Novelación que va de antes de la Guerra Civil española a tiempos venideros.

En Julio de 2010, estando en la casa de mis padres, un médico iluminó la idea.
Él se entretuvo en su visita, acompañándonos.
Mis padres tienen suerte con él.
No es habitual que tu médico de cabecera se paré un rato a hablar contigo.
Más aún, si viene de una mañana de atender visitas sin parar.

Le comenté que tenía una escritura clara, algo extraño para un médico.
Es sabido el dicho que hace referencia a la ilegibilidad de lo que escriben los galenos.

Él me regaló la llave que abrió un relato que pasó a mayores.

Fue al día siguiente.
Las musas se confabularon regalándome la inquietud que todavía me acompaña.

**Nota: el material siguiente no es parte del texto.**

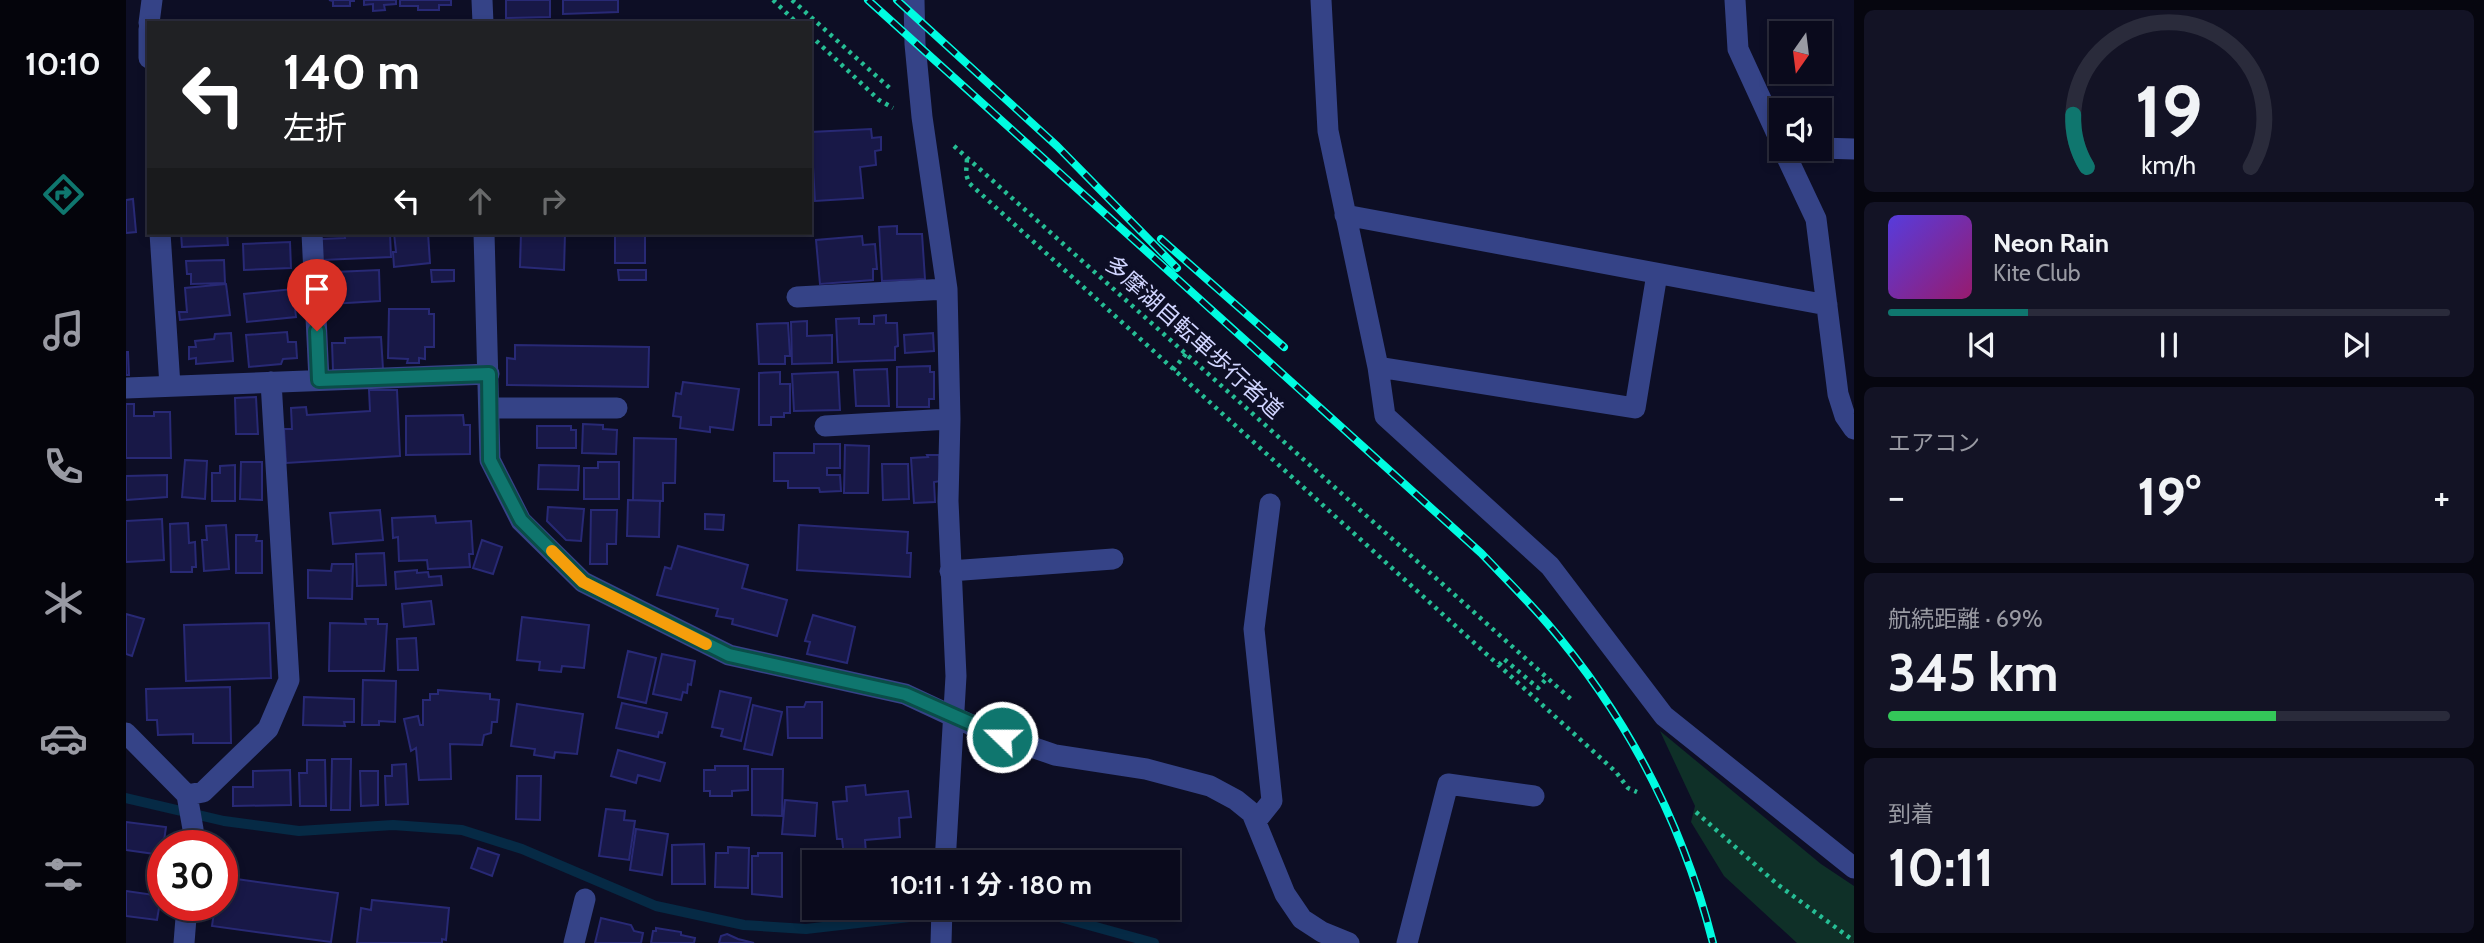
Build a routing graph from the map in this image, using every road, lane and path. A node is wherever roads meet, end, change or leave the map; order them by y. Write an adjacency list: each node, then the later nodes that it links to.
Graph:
1 (152, 0): 8 (street)
2 (482, 0): 9 (street)
3 (773, 0): 10 (path)
4 (792, 0): 12 (path, 多摩湖自転車歩行者道)
5 (914, 0): 12 (street)
6 (1321, 0): 18 (street)
7 (1735, 0): 13 (street)
8 (149, 21)
9 (483, 21)
10 (795, 21)
11 (812, 37): 12 (path)
12 (915, 111): 16 (path, 多摩湖自転車歩行者道); 23 (street)
13 (1769, 118)
14 (1832, 148): 15 (street)
15 (1854, 149)
16 (967, 158): 26 (path, 多摩湖自転車歩行者道); 28 (path)
17 (1789, 161): 25 (street)
18 (1345, 215): 22 (street); 27 (street)
19 (160, 235): 32 (street)
20 (312, 235): 30 (street)
21 (484, 235): 29 (street)
22 (1657, 274): 25 (street); 27 (street)
23 (947, 289): 24 (street); 36 (street)
24 (797, 297)
25 (1827, 305): 38 (street)
26 (1186, 354): 28 (path); 43 (path, 多摩湖自転車歩行者道)
27 (1378, 367): 54 (street)
28 (1173, 370): 42 (path)
29 (489, 374): 30 (street); 34 (street)
30 (319, 380): 31 (street)
31 (271, 382): 32 (street); 48 (street)
32 (170, 386): 33 (street)
33 (126, 388)
34 (489, 408): 35 (street); 45 (street)
35 (617, 408)
36 (950, 419): 37 (street); 41 (street)
37 (825, 426)
38 (1854, 429)
39 (1270, 504): 51 (street)
40 (1113, 559): 41 (street)
41 (950, 571): 45 (street)
42 (1499, 664): 43 (path); 47 (path)
43 (1547, 678): 44 (path, 多摩湖自転車歩行者道)
44 (1573, 701)
45 (952, 716): 51 (street); 53 (street)
46 (126, 733): 48 (street)
47 (1637, 792)
48 (187, 795): 52 (street)
49 (1534, 796): 61 (street)
50 (1696, 812): 57 (path)
51 (1255, 821): 60 (street)
52 (192, 830)
53 (946, 850)
54 (1854, 868)
55 (584, 899): 59 (street)
56 (186, 921): 58 (street)
57 (1853, 941)
58 (184, 943)
59 (575, 943)
60 (1349, 943)
61 (1407, 943)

Mi primer texto fue compartido por mis padres.
Se lo leí.

La continuación, conforme se iba articulando, era transmitida en explicación.

Leerles no se propiciaba.
Ellos tenían ganas de explicar su memoria de aquellos tiempos.

Pasé a tomar notas de lo que me contaban.

Lo que aportaron no ha sido material para la novelación, pero allí queda.

Pensé en quedarme con el texto en papel hasta que concluyera.

Sin embargo, en mi actividad comunicativa por estos medios, he dado en abrir la veta de comunicación con un personaje, Susana Cifuentes.
Para ello, le abrí correo y perfil en FB.
Eso llevó a trasladar lo escrito en su muro a un blog, ME GUSTA QUE ME LEAN.

Lo último que salió del personaje es de hace casi una semana, el 22 de Septiembre fluyó su palabra.

Ayer recogí sus textos y los registre en mi cuenta de Safecretive.
También los llevé a la de Issuu.
Últimamente, registro los blogs bajo licencia Creative Commons.